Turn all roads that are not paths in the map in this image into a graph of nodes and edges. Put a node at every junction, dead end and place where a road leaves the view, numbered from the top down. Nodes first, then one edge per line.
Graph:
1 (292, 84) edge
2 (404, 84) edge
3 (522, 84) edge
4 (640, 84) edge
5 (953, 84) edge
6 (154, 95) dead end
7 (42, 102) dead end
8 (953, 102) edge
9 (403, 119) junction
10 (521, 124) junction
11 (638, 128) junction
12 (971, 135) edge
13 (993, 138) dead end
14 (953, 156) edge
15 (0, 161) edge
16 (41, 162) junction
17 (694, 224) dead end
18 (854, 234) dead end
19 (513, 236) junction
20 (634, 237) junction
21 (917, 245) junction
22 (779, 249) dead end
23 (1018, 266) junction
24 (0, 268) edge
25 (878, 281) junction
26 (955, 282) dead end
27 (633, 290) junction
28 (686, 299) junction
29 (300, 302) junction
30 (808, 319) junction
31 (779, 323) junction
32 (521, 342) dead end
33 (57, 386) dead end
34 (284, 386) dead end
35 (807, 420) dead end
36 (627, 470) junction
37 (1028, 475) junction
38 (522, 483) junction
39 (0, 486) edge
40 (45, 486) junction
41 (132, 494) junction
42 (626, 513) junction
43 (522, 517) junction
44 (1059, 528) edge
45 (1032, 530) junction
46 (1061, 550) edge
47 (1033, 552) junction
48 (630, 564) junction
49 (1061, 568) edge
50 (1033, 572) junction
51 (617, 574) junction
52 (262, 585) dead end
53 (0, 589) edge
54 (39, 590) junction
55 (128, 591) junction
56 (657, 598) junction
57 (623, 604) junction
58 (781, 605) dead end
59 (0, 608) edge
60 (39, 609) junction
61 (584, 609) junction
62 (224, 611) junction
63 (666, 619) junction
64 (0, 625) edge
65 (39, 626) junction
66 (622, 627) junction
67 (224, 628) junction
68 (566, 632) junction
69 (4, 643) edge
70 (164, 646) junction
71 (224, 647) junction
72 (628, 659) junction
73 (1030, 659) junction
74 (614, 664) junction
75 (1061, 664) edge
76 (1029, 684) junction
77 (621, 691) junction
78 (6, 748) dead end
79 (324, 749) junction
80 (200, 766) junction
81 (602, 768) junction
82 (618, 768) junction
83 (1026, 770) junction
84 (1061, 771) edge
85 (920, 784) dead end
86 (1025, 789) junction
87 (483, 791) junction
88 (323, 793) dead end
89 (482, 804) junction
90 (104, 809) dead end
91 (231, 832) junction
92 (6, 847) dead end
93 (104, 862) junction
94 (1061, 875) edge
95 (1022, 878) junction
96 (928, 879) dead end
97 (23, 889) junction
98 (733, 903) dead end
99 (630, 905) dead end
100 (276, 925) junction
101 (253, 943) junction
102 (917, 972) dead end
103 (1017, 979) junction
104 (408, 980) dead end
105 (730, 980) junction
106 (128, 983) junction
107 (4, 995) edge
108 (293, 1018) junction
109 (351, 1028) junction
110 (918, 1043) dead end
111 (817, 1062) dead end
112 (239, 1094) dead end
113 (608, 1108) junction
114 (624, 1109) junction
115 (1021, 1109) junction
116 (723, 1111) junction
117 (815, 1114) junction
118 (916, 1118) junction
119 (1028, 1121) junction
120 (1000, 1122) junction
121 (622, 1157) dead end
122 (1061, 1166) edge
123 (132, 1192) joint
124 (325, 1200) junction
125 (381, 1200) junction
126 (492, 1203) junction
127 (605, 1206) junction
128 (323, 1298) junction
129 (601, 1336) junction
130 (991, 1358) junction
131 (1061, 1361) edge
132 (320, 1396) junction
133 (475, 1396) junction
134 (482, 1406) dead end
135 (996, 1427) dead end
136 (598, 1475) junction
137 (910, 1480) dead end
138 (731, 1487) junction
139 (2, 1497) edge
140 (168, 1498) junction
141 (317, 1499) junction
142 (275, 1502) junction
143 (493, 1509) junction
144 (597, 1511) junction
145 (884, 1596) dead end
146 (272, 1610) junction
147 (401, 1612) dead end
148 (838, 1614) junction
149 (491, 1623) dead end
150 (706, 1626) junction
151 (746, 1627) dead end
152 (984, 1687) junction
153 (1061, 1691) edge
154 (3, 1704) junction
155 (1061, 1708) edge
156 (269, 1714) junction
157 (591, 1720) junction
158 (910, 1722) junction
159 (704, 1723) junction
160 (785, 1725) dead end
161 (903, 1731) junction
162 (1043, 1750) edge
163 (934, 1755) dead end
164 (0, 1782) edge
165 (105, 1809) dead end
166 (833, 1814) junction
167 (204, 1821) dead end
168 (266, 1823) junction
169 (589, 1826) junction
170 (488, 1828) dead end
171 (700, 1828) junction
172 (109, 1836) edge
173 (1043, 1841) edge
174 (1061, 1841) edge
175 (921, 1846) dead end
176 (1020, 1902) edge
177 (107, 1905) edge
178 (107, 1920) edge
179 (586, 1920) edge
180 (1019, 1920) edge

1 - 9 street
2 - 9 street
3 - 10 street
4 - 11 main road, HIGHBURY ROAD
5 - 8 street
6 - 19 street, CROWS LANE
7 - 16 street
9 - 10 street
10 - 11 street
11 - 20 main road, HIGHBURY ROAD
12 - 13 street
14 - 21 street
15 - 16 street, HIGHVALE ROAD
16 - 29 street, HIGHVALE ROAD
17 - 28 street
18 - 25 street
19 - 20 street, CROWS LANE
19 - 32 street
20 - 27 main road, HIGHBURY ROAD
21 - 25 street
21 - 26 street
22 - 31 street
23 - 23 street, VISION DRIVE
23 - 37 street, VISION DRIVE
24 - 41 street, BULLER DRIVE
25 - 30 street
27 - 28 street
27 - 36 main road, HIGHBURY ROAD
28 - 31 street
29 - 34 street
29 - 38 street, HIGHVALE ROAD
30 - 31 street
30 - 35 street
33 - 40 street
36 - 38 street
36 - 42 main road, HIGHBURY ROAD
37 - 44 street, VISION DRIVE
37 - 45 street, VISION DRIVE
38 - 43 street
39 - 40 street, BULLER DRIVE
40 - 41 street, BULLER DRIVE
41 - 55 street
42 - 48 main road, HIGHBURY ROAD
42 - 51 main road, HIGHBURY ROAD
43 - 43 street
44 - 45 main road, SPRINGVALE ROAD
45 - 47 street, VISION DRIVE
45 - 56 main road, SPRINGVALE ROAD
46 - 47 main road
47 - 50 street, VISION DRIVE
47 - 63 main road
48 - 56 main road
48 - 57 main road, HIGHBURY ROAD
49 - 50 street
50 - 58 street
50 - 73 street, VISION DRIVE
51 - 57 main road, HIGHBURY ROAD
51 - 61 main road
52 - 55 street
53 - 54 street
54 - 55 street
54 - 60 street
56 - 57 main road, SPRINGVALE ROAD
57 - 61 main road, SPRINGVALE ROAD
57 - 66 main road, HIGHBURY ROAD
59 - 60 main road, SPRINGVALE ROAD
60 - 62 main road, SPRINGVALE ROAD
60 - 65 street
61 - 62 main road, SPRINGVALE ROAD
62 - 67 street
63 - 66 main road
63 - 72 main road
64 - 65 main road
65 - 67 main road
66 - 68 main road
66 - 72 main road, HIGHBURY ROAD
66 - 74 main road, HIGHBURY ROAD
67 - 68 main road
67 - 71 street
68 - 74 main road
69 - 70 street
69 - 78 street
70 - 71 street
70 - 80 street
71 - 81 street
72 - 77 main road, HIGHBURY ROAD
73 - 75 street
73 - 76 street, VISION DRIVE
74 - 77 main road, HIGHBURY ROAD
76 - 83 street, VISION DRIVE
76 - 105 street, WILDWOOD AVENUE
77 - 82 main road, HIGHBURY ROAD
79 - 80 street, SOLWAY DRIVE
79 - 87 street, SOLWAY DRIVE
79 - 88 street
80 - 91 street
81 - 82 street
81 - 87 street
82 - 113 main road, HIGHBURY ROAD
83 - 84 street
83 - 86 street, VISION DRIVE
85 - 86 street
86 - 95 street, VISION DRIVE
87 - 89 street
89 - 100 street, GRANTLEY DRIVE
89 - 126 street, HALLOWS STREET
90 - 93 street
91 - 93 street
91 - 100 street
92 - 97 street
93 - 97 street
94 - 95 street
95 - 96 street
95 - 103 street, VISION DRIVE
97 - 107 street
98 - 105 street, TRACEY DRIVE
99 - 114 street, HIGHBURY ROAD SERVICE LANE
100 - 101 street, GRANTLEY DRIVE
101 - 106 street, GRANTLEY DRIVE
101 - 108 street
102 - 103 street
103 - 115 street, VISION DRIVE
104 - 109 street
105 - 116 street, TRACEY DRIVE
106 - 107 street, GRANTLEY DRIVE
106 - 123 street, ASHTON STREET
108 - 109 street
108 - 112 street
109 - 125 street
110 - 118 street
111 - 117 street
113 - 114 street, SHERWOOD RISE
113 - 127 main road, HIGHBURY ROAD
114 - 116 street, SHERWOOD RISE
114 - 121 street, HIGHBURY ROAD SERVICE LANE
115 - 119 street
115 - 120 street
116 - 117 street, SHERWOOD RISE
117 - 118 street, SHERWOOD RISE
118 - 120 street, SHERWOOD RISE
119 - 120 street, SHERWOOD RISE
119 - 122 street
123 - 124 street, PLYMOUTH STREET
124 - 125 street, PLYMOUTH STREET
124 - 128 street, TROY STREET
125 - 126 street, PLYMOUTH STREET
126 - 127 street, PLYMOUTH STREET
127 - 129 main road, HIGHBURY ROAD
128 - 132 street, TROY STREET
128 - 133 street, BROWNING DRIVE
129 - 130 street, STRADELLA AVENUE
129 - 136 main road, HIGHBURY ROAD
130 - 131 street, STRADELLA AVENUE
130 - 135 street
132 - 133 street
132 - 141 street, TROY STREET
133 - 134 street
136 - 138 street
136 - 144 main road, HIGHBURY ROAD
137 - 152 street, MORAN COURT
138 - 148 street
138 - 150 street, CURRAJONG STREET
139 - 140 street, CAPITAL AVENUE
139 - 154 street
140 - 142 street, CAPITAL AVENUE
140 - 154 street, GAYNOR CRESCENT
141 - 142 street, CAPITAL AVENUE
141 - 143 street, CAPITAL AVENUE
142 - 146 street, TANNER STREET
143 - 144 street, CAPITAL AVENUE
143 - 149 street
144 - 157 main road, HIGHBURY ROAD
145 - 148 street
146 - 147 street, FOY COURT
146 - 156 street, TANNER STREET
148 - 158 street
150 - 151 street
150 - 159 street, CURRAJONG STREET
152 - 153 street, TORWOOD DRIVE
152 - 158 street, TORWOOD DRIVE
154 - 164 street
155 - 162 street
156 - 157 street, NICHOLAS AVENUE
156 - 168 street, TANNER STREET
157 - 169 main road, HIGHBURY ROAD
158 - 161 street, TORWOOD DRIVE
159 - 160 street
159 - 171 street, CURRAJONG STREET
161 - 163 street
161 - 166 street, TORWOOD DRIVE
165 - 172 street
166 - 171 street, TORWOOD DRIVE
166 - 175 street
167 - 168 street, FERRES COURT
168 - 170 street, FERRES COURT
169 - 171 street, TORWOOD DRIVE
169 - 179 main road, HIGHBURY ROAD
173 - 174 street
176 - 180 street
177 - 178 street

# EXERCISE
Where a line of the records includes "FERRES", copy it.

# RESPONSE AREA
167 - 168 street, FERRES COURT
168 - 170 street, FERRES COURT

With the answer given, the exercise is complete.